80. The combination for use according to claim 79, wherein the additional anticancer agent is selected from the group consisting of: FLT-3 inhibitors, androgen receptor inhibitors, VEGFR inhibitors, EGFR TK inhibitors, aurora kinase inhibitors, PIK-1 modulators, bcl-2 inhibitors, HDAC inhibitors, c-Met inhibitors, PARP inhibitors, CDK 4/6 inhibitors, anti-HGF antibodies, IGFR TK inhibitors, PI3 kinase inhibitors, AKT inhibitors, JAK/STAT inhibitors, checkpoint 1 inhibitors, checkpoint 2 inhibitors, PD-1 inhibitors, PD-L1 inhibitors, B7-H3 inhibitors, CTLA4 inhibitors, LAG-3 inhibitors, OX40 agonists, focal adhesion kinase inhibitors, map kinase inhibitors, VEGF trap antibodies, and chemical castors.

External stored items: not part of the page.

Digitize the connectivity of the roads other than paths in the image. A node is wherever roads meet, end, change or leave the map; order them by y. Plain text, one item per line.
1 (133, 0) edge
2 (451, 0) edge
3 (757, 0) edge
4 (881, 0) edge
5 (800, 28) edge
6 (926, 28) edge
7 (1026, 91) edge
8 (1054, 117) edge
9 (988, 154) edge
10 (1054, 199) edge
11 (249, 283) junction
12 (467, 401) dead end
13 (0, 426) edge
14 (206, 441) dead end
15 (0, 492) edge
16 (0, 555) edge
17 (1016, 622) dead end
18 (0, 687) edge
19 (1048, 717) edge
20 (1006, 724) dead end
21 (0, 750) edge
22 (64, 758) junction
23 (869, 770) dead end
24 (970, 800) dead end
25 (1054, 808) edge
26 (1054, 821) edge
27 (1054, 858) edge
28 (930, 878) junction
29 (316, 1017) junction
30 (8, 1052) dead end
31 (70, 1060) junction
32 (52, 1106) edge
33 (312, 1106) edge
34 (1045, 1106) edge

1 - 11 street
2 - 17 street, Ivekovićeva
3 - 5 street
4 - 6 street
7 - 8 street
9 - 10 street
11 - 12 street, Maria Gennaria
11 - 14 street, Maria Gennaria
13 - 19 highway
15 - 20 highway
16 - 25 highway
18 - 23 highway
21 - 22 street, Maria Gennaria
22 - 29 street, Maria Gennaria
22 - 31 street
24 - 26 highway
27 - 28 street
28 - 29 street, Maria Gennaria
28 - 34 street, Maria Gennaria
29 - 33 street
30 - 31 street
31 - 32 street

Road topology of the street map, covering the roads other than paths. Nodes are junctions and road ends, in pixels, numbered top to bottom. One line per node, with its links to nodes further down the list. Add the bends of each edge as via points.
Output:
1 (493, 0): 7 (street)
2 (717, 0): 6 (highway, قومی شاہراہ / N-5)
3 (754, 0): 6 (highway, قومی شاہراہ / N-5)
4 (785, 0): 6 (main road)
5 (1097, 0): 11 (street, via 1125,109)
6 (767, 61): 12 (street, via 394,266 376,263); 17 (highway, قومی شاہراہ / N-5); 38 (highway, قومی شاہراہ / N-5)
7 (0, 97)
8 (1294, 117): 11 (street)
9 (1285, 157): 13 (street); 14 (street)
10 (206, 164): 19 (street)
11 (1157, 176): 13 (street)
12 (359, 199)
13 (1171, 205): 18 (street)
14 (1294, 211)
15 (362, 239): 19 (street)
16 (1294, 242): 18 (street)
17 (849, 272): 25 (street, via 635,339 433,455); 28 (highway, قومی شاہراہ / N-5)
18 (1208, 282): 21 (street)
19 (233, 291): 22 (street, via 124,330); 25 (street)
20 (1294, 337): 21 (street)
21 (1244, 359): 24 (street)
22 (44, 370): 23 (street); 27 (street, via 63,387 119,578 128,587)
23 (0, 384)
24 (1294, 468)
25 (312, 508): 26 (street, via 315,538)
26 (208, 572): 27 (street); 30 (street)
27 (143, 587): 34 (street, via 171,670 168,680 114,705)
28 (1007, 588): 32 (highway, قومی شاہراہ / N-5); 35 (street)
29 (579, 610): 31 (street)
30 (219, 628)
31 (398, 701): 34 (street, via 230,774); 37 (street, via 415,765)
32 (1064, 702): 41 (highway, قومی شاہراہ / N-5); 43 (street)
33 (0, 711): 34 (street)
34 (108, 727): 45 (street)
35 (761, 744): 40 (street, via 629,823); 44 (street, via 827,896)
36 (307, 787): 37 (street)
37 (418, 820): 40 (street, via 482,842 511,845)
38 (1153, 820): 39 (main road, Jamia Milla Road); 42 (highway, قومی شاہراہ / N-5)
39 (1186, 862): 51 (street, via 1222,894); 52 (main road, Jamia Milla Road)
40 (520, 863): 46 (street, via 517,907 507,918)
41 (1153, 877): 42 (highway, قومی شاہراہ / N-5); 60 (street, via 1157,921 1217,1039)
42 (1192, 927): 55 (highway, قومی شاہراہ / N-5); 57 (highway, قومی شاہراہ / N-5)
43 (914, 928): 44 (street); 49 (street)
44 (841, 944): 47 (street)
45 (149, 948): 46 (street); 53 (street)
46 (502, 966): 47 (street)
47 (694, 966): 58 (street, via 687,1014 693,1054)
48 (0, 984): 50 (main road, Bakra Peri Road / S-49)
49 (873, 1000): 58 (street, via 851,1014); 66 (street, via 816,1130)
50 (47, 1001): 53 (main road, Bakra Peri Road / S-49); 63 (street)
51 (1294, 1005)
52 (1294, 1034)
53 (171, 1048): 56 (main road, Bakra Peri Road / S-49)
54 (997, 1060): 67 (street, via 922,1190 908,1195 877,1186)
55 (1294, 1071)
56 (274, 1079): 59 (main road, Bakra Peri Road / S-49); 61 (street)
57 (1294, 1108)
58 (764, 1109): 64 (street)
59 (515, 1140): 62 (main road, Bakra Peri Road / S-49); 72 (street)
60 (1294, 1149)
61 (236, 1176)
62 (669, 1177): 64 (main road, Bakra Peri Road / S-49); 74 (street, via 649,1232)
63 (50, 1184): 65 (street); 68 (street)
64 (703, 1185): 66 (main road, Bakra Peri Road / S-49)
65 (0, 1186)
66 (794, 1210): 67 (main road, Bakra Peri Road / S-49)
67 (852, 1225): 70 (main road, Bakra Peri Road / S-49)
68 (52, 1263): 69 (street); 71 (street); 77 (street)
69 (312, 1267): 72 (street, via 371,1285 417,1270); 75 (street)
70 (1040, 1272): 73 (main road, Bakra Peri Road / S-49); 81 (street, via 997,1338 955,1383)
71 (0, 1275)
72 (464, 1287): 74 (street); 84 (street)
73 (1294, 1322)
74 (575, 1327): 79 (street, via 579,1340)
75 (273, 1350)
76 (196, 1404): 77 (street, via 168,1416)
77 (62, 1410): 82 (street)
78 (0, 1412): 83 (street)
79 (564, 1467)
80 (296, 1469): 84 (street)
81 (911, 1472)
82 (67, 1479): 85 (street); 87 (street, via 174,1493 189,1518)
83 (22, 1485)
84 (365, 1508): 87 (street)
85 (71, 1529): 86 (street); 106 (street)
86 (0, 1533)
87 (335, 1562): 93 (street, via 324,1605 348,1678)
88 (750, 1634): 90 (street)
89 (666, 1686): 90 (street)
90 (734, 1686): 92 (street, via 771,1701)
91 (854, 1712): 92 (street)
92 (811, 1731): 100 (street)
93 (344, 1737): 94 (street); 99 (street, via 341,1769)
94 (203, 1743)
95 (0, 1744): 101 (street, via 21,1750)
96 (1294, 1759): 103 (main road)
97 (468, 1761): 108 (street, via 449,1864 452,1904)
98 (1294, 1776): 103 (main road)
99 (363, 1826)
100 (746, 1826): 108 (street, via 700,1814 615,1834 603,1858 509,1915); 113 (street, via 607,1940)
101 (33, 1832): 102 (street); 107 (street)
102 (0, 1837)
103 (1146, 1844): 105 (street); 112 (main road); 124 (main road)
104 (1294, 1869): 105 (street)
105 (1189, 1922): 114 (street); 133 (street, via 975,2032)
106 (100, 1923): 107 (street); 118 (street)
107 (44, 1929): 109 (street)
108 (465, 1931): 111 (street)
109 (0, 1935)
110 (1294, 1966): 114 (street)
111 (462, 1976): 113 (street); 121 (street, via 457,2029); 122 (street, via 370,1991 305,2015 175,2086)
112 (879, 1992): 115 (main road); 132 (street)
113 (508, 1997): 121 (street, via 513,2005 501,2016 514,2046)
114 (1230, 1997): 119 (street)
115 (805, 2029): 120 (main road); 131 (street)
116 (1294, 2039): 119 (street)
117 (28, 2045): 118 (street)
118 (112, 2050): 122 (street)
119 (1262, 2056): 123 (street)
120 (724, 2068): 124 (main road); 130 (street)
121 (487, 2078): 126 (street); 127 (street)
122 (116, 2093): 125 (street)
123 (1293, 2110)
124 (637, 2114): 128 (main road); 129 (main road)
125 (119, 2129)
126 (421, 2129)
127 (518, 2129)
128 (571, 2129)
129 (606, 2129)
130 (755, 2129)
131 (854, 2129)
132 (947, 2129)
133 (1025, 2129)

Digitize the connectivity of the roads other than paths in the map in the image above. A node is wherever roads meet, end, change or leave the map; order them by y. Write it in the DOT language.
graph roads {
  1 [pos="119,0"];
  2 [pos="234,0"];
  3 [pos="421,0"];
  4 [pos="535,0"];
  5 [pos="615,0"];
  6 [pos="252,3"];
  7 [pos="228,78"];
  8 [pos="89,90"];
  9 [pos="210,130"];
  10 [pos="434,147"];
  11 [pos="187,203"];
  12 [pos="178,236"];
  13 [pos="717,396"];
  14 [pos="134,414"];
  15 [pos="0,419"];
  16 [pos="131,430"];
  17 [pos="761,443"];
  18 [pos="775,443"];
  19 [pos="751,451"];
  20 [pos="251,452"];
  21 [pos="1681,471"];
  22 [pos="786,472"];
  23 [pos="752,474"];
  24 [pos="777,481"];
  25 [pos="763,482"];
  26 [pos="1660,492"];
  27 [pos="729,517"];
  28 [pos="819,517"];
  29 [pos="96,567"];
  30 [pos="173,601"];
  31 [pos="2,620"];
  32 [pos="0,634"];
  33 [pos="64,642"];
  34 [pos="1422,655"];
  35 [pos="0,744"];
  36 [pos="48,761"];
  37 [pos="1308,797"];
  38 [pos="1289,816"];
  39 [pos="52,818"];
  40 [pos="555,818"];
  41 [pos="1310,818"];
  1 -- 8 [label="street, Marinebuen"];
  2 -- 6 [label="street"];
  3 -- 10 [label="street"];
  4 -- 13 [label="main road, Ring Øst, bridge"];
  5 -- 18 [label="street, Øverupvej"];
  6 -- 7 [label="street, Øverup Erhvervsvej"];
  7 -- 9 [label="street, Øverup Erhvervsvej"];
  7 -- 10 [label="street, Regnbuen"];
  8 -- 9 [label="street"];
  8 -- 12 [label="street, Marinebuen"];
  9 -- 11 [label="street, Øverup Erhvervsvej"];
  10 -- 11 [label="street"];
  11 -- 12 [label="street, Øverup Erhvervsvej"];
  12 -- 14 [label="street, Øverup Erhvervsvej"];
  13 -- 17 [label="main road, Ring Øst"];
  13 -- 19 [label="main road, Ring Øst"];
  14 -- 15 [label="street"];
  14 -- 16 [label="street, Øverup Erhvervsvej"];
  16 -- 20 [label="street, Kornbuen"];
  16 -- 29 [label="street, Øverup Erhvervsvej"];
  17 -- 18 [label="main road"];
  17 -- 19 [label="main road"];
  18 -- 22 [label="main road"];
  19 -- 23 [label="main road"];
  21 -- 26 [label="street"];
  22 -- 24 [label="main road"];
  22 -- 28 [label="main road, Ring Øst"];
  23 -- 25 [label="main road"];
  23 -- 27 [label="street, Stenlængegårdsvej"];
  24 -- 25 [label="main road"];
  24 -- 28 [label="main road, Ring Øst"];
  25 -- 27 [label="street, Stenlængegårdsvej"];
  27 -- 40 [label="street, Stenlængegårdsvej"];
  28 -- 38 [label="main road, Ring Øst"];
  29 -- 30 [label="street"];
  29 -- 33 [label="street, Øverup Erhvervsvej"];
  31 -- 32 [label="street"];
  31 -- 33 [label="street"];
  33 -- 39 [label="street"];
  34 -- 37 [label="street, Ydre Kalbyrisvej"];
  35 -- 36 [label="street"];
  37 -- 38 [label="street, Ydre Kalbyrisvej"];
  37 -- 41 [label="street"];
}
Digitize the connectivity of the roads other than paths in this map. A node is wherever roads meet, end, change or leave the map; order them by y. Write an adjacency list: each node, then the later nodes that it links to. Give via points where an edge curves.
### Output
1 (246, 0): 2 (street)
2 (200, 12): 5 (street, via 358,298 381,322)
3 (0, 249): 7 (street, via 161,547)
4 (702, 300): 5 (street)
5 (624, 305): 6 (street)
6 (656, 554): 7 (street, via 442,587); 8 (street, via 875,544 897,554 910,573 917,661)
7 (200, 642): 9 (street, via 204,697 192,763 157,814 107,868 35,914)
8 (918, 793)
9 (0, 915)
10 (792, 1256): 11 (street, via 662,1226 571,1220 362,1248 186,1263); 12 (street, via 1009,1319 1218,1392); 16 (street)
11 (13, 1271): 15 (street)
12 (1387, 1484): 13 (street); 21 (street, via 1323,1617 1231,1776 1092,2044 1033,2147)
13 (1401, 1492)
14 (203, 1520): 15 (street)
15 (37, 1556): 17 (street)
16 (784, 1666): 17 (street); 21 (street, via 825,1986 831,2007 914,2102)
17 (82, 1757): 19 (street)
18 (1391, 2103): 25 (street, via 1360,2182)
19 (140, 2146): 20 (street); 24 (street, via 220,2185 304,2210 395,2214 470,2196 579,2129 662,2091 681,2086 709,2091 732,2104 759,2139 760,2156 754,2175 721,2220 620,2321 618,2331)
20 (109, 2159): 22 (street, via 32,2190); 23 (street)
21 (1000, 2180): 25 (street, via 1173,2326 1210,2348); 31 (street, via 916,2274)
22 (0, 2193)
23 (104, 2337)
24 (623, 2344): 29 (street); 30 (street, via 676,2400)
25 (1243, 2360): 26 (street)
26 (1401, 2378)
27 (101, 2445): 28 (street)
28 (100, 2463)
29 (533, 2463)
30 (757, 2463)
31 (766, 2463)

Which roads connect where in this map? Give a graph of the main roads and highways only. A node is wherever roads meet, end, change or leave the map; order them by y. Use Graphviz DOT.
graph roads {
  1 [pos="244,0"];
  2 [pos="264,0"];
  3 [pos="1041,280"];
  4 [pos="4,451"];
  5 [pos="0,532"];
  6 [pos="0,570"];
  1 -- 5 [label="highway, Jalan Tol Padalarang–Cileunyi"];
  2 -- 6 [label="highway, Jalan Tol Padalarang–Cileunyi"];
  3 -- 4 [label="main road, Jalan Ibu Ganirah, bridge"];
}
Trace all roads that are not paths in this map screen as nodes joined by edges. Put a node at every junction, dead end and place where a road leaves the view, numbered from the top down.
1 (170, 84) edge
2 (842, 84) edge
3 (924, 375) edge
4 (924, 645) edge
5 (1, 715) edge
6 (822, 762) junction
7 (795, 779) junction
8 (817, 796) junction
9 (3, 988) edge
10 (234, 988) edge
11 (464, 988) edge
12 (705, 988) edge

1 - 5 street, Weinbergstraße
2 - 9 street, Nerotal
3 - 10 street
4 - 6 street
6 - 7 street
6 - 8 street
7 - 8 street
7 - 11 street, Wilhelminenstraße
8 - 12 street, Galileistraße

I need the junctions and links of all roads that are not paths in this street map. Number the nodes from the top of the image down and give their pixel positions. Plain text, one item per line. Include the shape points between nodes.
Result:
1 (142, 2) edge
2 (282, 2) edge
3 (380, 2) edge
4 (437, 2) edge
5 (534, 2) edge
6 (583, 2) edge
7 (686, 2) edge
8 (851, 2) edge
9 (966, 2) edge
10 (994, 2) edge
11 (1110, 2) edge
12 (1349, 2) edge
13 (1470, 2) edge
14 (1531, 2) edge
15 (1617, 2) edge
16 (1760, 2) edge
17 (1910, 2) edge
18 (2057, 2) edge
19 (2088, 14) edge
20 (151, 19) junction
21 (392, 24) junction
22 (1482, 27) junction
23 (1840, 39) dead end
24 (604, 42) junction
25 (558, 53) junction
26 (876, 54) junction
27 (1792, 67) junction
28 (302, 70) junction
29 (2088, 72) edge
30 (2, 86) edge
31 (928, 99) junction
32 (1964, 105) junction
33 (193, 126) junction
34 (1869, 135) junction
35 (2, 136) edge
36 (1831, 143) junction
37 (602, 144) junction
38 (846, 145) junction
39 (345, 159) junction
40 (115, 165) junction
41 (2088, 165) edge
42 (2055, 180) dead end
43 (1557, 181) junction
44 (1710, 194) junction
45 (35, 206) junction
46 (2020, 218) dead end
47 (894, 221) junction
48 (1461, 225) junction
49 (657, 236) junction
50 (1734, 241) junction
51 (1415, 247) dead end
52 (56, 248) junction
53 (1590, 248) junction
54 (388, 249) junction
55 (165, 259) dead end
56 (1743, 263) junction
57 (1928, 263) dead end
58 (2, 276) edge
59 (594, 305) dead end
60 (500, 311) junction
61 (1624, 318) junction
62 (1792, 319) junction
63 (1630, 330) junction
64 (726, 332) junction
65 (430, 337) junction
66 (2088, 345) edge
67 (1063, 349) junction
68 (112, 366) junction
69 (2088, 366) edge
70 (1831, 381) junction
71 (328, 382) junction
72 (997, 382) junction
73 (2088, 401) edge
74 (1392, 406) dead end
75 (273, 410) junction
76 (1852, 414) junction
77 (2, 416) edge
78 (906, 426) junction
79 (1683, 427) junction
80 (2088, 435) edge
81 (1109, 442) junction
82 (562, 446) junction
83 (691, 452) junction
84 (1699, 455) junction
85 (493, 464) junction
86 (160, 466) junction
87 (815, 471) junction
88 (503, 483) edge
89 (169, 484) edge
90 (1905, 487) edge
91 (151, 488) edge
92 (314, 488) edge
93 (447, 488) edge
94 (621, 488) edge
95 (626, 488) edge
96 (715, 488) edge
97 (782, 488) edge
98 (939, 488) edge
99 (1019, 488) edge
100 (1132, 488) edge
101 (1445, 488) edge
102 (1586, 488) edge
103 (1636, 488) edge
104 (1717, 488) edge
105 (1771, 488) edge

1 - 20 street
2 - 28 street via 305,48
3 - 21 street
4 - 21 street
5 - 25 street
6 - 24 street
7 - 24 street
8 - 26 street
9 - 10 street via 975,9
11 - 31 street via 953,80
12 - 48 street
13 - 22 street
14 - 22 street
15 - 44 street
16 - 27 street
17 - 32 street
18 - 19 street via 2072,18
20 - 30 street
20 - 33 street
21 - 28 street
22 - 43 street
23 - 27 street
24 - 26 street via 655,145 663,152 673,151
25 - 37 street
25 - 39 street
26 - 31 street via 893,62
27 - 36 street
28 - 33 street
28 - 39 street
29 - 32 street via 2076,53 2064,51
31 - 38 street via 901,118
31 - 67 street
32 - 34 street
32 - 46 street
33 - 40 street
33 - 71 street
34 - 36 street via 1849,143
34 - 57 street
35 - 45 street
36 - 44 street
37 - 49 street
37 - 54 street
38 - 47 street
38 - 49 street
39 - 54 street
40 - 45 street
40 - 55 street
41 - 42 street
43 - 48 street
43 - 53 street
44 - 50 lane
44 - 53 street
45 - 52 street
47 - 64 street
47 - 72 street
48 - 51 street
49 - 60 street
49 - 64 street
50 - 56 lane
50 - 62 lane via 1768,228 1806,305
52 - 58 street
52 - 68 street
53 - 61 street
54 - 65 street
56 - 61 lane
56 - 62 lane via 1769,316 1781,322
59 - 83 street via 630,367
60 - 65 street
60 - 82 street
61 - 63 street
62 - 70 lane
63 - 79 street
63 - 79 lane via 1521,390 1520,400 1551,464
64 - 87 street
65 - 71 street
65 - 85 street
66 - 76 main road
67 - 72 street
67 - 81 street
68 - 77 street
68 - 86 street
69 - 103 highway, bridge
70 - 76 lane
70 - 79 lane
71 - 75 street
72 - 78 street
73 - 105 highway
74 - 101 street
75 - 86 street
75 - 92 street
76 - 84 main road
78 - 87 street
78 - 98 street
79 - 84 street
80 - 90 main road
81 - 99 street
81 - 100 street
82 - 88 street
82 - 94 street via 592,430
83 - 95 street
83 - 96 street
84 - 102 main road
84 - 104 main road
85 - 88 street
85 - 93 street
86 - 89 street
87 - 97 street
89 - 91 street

81. The combination for use according to claim 79, wherein the additional anticancer agent is selected from the group consisting of: pemetrexed, liplimumab, vorinostat, etoposide, gemcitabine, doxorubicin, vincristine, temozolomide, capecitabine, irinotecan, tamoxifen, anastrozole, exemestane, letrozole, DES, estradiol, estrogen, bevacizumab, goserelin acetate, leuprorelin acetate, dydrogestrel acetate, medroxyprogesterone acetate, dydrogesterone, raloxifene, megestrol acetate, carboplatin, cisplatin, dacarbazine, methotrexate, vinblastine, vinorelbine, topotecan, finasteride, alzoxifene, fulvestrant, prednisone, abiraterone, enzalutamide, apamide, daruloamide, cilexemestane-T, palivizumab, nalmevalplay Li Shan, alemtuzumab (tecaviniq), abamectin), bazamide, medroxyprogram, norelvomide, zamide, valproamide, and other forms of the group of the invention.

82. The combination for use of claim 79, wherein the compound of formula (I) and the additional anti-cancer agent are administered to the subject simultaneously or in temporal proximity.

83. A kit, comprising:

(a) A compound of formula (I-g):

(b) An additional anticancer agent; and

(c) Instructions for use.

84. The kit of claim 91, wherein the additional anti-cancer agent is a FLT-3 inhibitor, an androgen receptor inhibitor, a VEGFR inhibitor, an EGFR TK inhibitor, an aurora kinase inhibitor, a PIK-1 modulator, a Bcl-2 inhibitor, an HDAC inhibitor, a c-Met inhibitor, a PARP inhibitor, a CDK 4/6 inhibitor, an anti-HGF antibody, an IGFR TK inhibitor, a PI3 kinase inhibitor, an AKT inhibitor, a JAK/STAT inhibitor, a checkpoint 1 inhibitor, a checkpoint 2 inhibitor, a PD-1 inhibitor, a PD-L1 inhibitor, a B7-H3 inhibitor, a CTLA4 inhibitor, a LAG-3 inhibitor, an OX40 agonist, a focal adhesion kinase inhibitor, a Map kinase inhibitor, a VEGF trap antibody, or a chemical castration agent.

85. The kit according to claim 91, wherein the additional anticancer agent is pemetrexed, yipin, vorinostat, etoposide, gemcitabine, doxorubicin, vincristine, temozolomide, capecitabine, irinotecan, tamoxifen, anastrozole, exemestane, letrozole, DES, estradiol, estrogen, bevacizumab, goserelin acetate, leuprorelin acetate, triptorelin pamoate, medroxyprogesterone acetate, hydroprogesterone caproate, raloxifene, megestrol acetate, carboplatin, cisplatin, dacarbazine, methotrexate, vinblastine, vinorelbine, topotecan, finasteride Azoxifene, fulvestrant, prednisone, abiraterone, enzalutamide, apalutamide, darulomine, ceteprunolide-T, palbociclizumab, nivolumab, cimetidine Li Shan, alemtuzumab (tecontrilq), avilamab (Bavencio), devaluzumab (Imfinzi), docetaxel (Taxotere), cabazitaxel (jevtan), mitoxantrone (novantron), estramustine (Emcyt), docetaxel, ketoconazole, histrelin, triptorelin, cyproterone, flutamide, bicaluromide, nilutamide, pamidronate, or zoledronate.